She traces the trellis again, her fingers lingering where the vines once bloomed. “She’d sit here for hours,” she says, voice soft, pulling me back. “Talking to them, like they’d answer.”
“Did they?” I ask, settling beside her, my shoulder brushing hers.
“Maybe,” she says, a faint smile tugging her lips. “I’d hear her laughing sometimes, out here alone.”
I picture it, an old woman with dirt-streaked hands, whispering to flowers, and it settles something in me, a piece I didn’t know was loose.
The light shifts, dusk creeping in, and I feel the day folding around us, gentle, unhurried. “This place,” I say, voice low, “it’s still hers.”
“Yeah,” she says, digging her hands deeper into the soil, unearthing a small root. “And now it’s ours.”
I nod, feeling that truth take hold, a thread tying us to this ground, to each other. The medallion rests there, a mark of what I’ve carried, what I’m letting go.
“She’d like that,” Viviana says, brushing dirt from her fingers, looking at me. “You being here.”
I swallow, the thought catching me off guard. “Yeah?”
“Yeah,” she says, voice firm, warm. “She’d see you, the way you listen.”
I look away, out through the cracked glass, the wild grass bending in the breeze. The sun’s nearly gone now, a thin line of gold clinging to the horizon.
“I didn’t used to,” I say, voice quiet, tracing the edge of the medallion with my thumb. “Listen, I mean.”
“You do now,” she says, resting her hand near mine, not touching, just close. “That’s enough.”
I nod, feeling the stillness stretch between us, soft and real. The greenhouse holds us, its vines and blooms a quiet witness to what we’re building.
“She planted these for a reason,” Viviana says, nodding to the tags, their faded ink curling in the light. “To say what she couldn’t.”
I pick up one, Forgiveness, the word smudged but clear. “What’s this one say to you?” I ask, holding it out.

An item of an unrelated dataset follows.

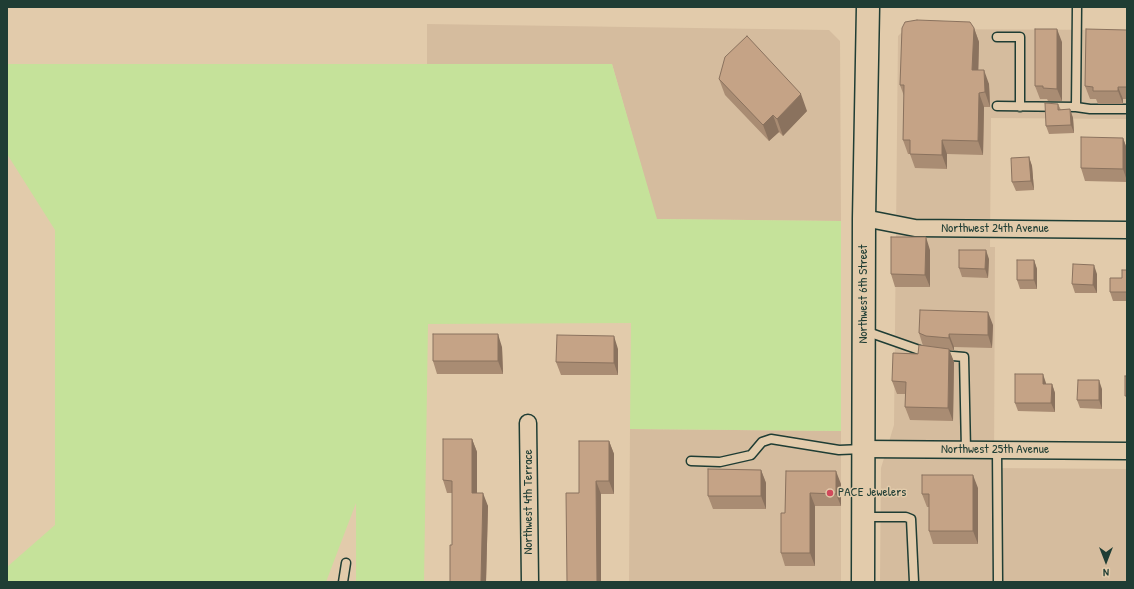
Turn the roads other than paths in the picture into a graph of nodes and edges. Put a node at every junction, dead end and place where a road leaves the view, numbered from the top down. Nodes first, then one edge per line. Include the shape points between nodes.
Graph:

She takes it, her fingers brushing mine, and stares at it long. “That we keep going,” she says, voice steady. “Even when it’s hard.”
I feel that sink in, a truth I’ve lived but never named. “Yeah,” I say, setting the medallion back in the soil. “We do.”
The breeze lifts, stirring the vines, and I hear the faint creak of the glass panels above. The scent of damp earth fills my lungs, grounding me here, now.
“I used to think I’d bury him forever,” I say, voice low, staring at the medallion. “Keep him with me, like that’d fix it.”
“And now?” she asks, her hand resting on the dirt, close to mine.
“Now I think he’d want this,” I say, meeting her gaze. “A place to rest.”
She nods, her eyes soft but fierce, and I feel the weight of it lift, not gone, but shared. The greenhouse glows faint in the dusk, a haven of decay and life tangled together.
“She’d tell you to plant something,” Viviana says, a small laugh slipping out, breaking the quiet. “Make it grow.”
“Maybe I will,” I say, a grin tugging my mouth, surprising me. “What’d she like?”
“Moonflowers,” she says, pointing to the trellis. “They bloom at night, bright and stubborn.”
“Fits,” I say, looking at her, the way she kneels there, rooted in this place. “Fits us.”
“Yeah,” she says, brushing her hands clean, the dirt smudging her skin. “It does.”
I settle back, knees in the soil, and feel the day fade, the golden light giving way to dusk. The medallion gleams faint, a piece of Massimo I’ve held too long.
I carried this longer than I carried him. Wore it like armor. Like penance. But here, in her garden, it feels different, like it’s found its place.